Ill-devised rule ruined finest spectacle athletics can offer
August 30, 201112:00AM
GO on the B of the Bang. So said Linford Christie, who won the 100m for Great Britain at the Olympic Games of 1992.
But with the Olympic Games upon us next year, it's clearly time to amend that. Go on the A of the Bang, or maybe the N. It's not such a snappy phrase but you're less likely to get disqualified.
These days, you have no margin for error. No warning. No yellow card. One false start and you're out. Gone, finished, over. A year's work, four years' work, a lifetime's work: all gone in the space of the time it takes to twitch. The rule was introduced last year and it has devastated the World Athletics Championships in two days.
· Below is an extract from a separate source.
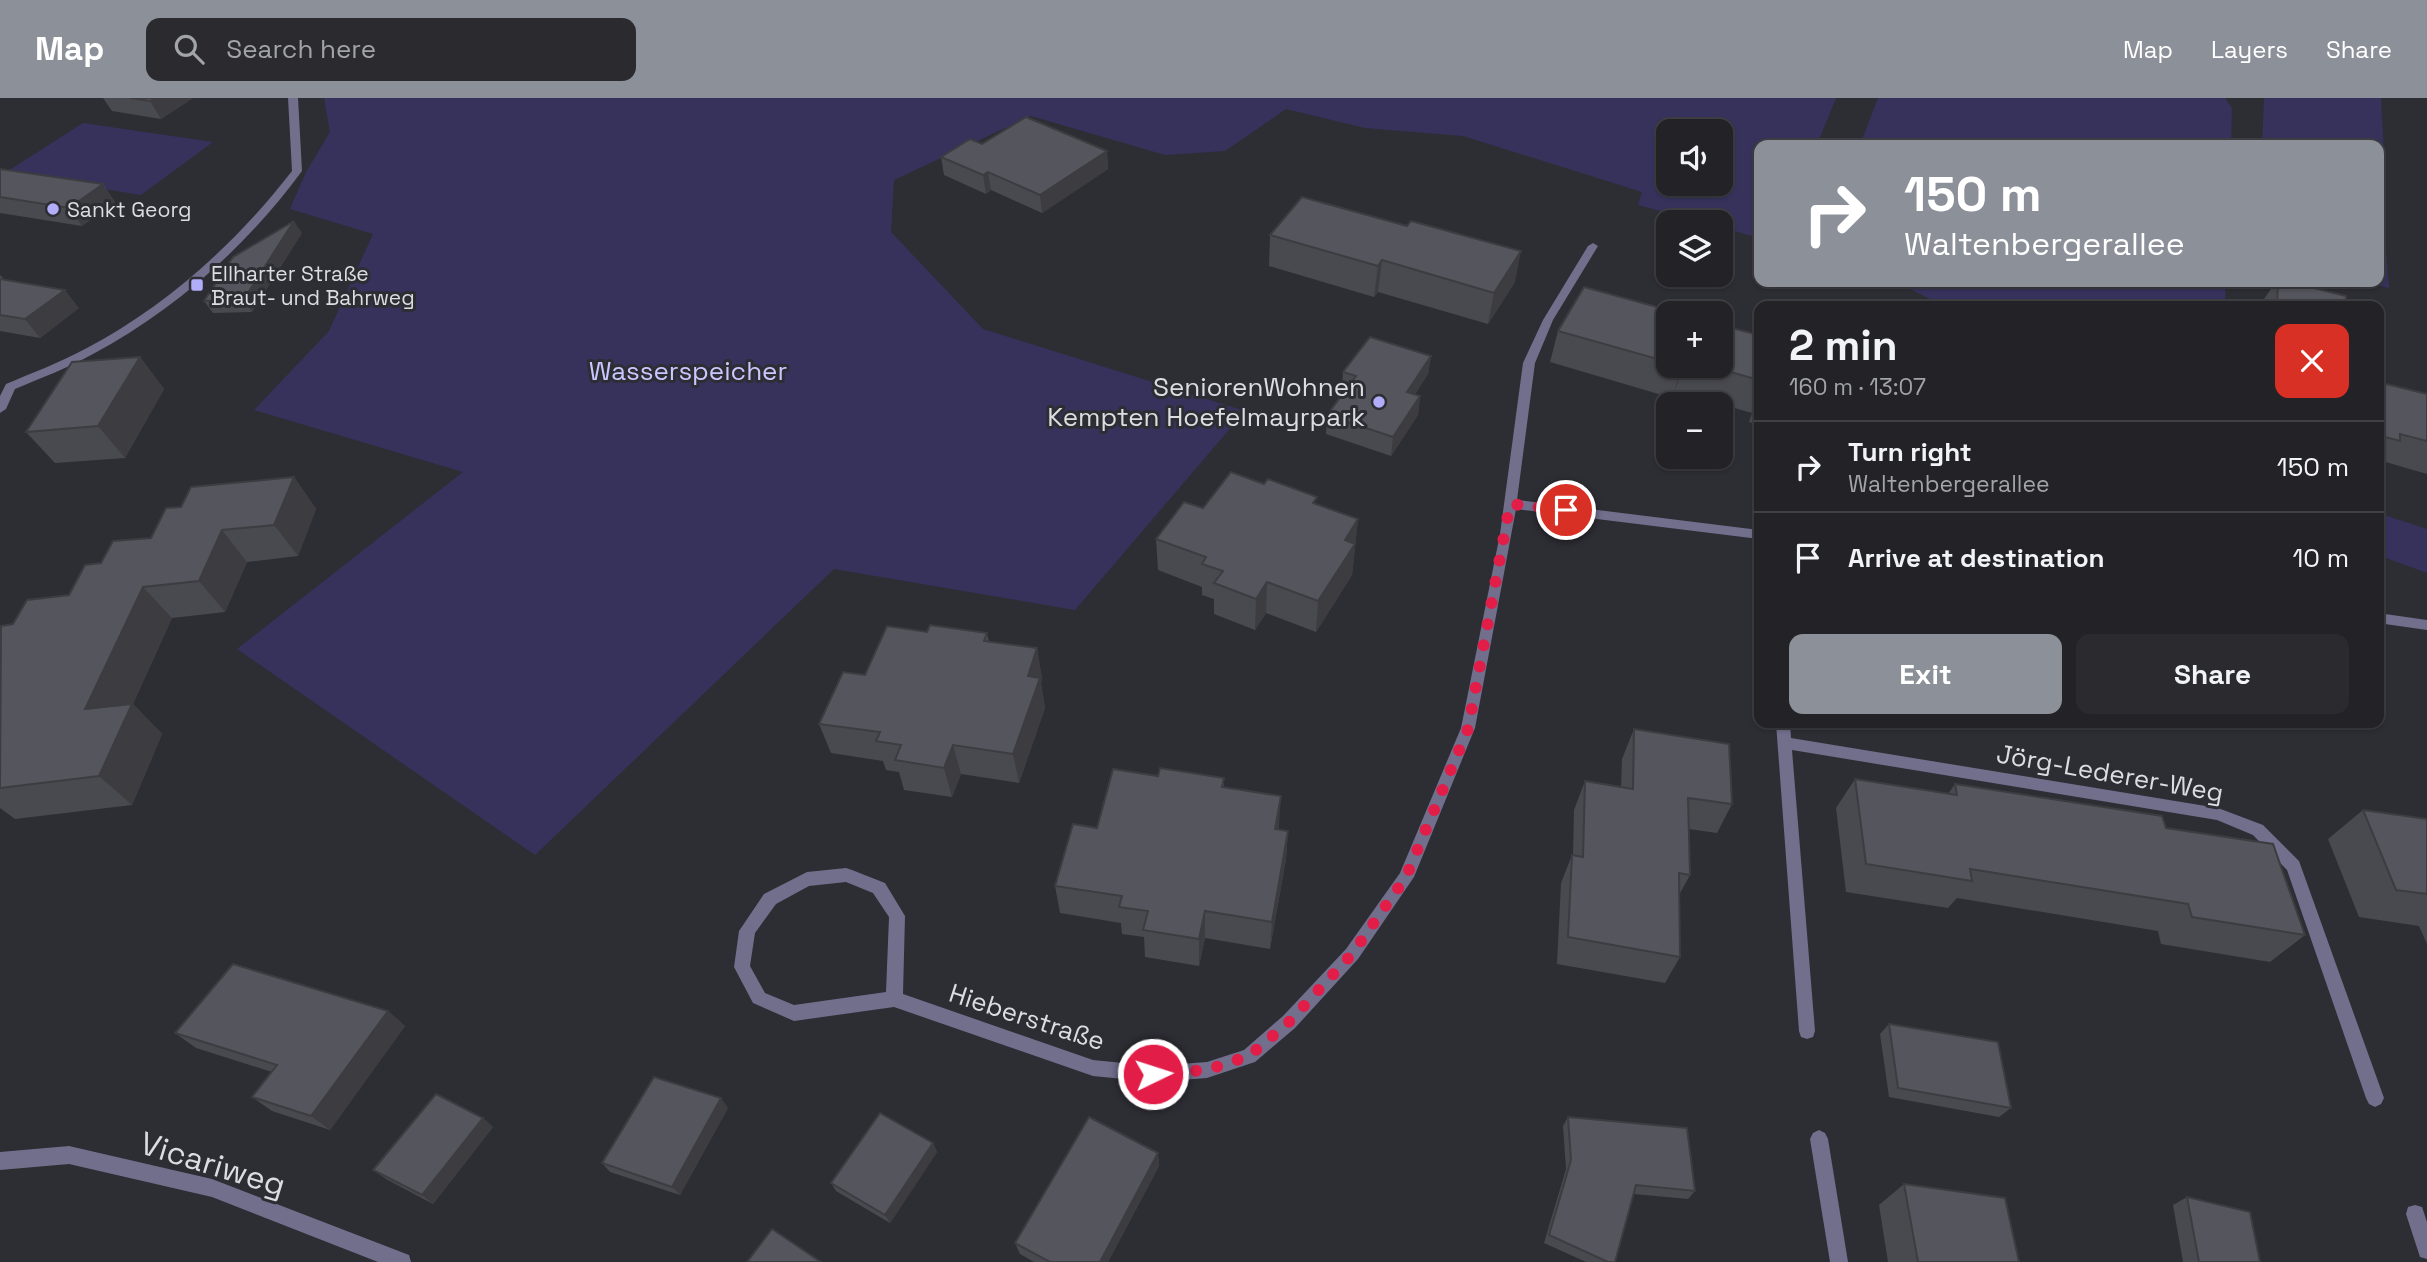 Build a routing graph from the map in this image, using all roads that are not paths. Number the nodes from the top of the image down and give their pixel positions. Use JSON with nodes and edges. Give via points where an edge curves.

The championships began at the weekend in Daegu in South Korea, and the zero tolerance policy has played merry hell with British hopes and ruined the finest spectacle athletics has to offer.
On Saturday it was Christine Ohuruogu of Britain, the Olympic and former world 400m champion. A false start is rare in the 400m but she managed it: she has been in poor form this year and looked for a fast start but she overdid it, and so she went out without showing us what she could do.
Yesterday, Dwain Chambers, also British, was disqualified from a semi-final of the 100m, and he didn't even stand up and start running. He just twitched. Modern starting blocks have pressure pads: if you trigger them in any way at all, you are disqualified. Chambers was still in his crouch when he was red-carded.
And then came the 100m final: the race everybody in the world who cares the tiniest bit for sport had been looking forward to. Usain Bolt, the fastest man in history, was about to defend his title, the one he won two years ago in a world record time of 9.58. Here it came, the race of races.
Except it didn't. Bolt isn't a sprinter who really needs a fast start; his advantage comes in the last two-thirds of the races, when he opens up. But he is a man used to delivering miracles and no doubt wanted to bring us another. He burst from his block, realised his error, stripped off his Jamaican shirt in self-disgust and was gone.
Sport is an examination of nerve every bit as much as an examination of physical skills: that's one of the reasons why sport has such a hold over the imagination of the world. Rules are rules and an artificial thing like sport couldn't exist without that concept. But there are sensible rules and there are bloody silly rules.
The instant dismissals of Ohuruogu and Chambers were things you pitied the athletes for. Chambers is 33 and banned from the Olympic competition because of a drugs offence; we probably won't see him in a top-level event again.
Ohuruogu has laboured for two years only to be told not to run.
But with Bolt, we who watch were also victims: deprived of the greatest spectacle in sport by a piece of ill-judged pedantry.
It left Yohan Blake, another Jamaican, with a hollow victory. And it left us deeply disappointed.
Track and field athletics is beset by problems, and just about all of them are drugs. Few sports reward the drug-taker so well; few sports have worked so hard to catch cheats. But when people think of athletics, they think of drugs.
Bolt has been called the saviour of his sport: the man who brought back the joy. His performances in the Olympic Games of Beijing in 2008 and in the World Championships in Berlin the year after were among the finest things that I, or for that matter any one else, has ever seen in sport.
Now, because of an ill-devised rule, because of a depressing and rather inhuman policy of zero tolerance, athletics has spoiled the greatest thing it possesses.
Sport brings heartbreak: it's supposed to, and it does it often. It's right that losing should break hearts: but the same penalty surely should not apply to twitching.